*** Records provided ***

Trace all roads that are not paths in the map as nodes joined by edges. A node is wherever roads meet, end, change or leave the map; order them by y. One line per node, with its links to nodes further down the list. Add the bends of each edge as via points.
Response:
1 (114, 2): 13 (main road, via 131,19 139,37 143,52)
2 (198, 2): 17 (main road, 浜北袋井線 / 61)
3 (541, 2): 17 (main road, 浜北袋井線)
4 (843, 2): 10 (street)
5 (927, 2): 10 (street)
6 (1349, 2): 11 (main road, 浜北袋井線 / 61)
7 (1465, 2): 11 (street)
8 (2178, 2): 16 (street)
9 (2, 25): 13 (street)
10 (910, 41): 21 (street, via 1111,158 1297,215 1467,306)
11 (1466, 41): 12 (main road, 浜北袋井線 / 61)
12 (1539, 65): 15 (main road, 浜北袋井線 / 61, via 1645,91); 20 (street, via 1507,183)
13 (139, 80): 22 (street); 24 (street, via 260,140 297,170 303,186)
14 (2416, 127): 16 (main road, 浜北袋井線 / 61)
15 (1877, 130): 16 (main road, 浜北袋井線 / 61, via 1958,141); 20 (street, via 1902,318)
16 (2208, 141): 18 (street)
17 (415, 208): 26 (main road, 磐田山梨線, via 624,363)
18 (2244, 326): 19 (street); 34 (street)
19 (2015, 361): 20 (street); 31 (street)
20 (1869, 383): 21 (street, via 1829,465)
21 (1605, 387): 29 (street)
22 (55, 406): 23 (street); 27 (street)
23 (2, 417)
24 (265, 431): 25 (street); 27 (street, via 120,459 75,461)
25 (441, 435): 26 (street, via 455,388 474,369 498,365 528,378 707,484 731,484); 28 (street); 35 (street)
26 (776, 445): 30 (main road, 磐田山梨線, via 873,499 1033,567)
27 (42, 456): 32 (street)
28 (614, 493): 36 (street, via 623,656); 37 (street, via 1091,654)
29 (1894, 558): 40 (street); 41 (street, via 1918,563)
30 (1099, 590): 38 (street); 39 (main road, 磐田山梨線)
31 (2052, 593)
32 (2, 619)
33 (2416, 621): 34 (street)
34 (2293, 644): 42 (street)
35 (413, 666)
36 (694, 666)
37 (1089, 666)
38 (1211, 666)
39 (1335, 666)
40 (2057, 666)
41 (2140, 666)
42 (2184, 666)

*** End of Records provided ***

Work required: What's required is that all of the material be returned exactly.

Response box:
Trace all roads that are not paths in the map as nodes joined by edges. A node is wherever roads meet, end, change or leave the map; order them by y. One line per node, with its links to nodes further down the list. Add the bends of each edge as via points.
Response:
1 (114, 2): 13 (main road, via 131,19 139,37 143,52)
2 (198, 2): 17 (main road, 浜北袋井線 / 61)
3 (541, 2): 17 (main road, 浜北袋井線)
4 (843, 2): 10 (street)
5 (927, 2): 10 (street)
6 (1349, 2): 11 (main road, 浜北袋井線 / 61)
7 (1465, 2): 11 (street)
8 (2178, 2): 16 (street)
9 (2, 25): 13 (street)
10 (910, 41): 21 (street, via 1111,158 1297,215 1467,306)
11 (1466, 41): 12 (main road, 浜北袋井線 / 61)
12 (1539, 65): 15 (main road, 浜北袋井線 / 61, via 1645,91); 20 (street, via 1507,183)
13 (139, 80): 22 (street); 24 (street, via 260,140 297,170 303,186)
14 (2416, 127): 16 (main road, 浜北袋井線 / 61)
15 (1877, 130): 16 (main road, 浜北袋井線 / 61, via 1958,141); 20 (street, via 1902,318)
16 (2208, 141): 18 (street)
17 (415, 208): 26 (main road, 磐田山梨線, via 624,363)
18 (2244, 326): 19 (street); 34 (street)
19 (2015, 361): 20 (street); 31 (street)
20 (1869, 383): 21 (street, via 1829,465)
21 (1605, 387): 29 (street)
22 (55, 406): 23 (street); 27 (street)
23 (2, 417)
24 (265, 431): 25 (street); 27 (street, via 120,459 75,461)
25 (441, 435): 26 (street, via 455,388 474,369 498,365 528,378 707,484 731,484); 28 (street); 35 (street)
26 (776, 445): 30 (main road, 磐田山梨線, via 873,499 1033,567)
27 (42, 456): 32 (street)
28 (614, 493): 36 (street, via 623,656); 37 (street, via 1091,654)
29 (1894, 558): 40 (street); 41 (street, via 1918,563)
30 (1099, 590): 38 (street); 39 (main road, 磐田山梨線)
31 (2052, 593)
32 (2, 619)
33 (2416, 621): 34 (street)
34 (2293, 644): 42 (street)
35 (413, 666)
36 (694, 666)
37 (1089, 666)
38 (1211, 666)
39 (1335, 666)
40 (2057, 666)
41 (2140, 666)
42 (2184, 666)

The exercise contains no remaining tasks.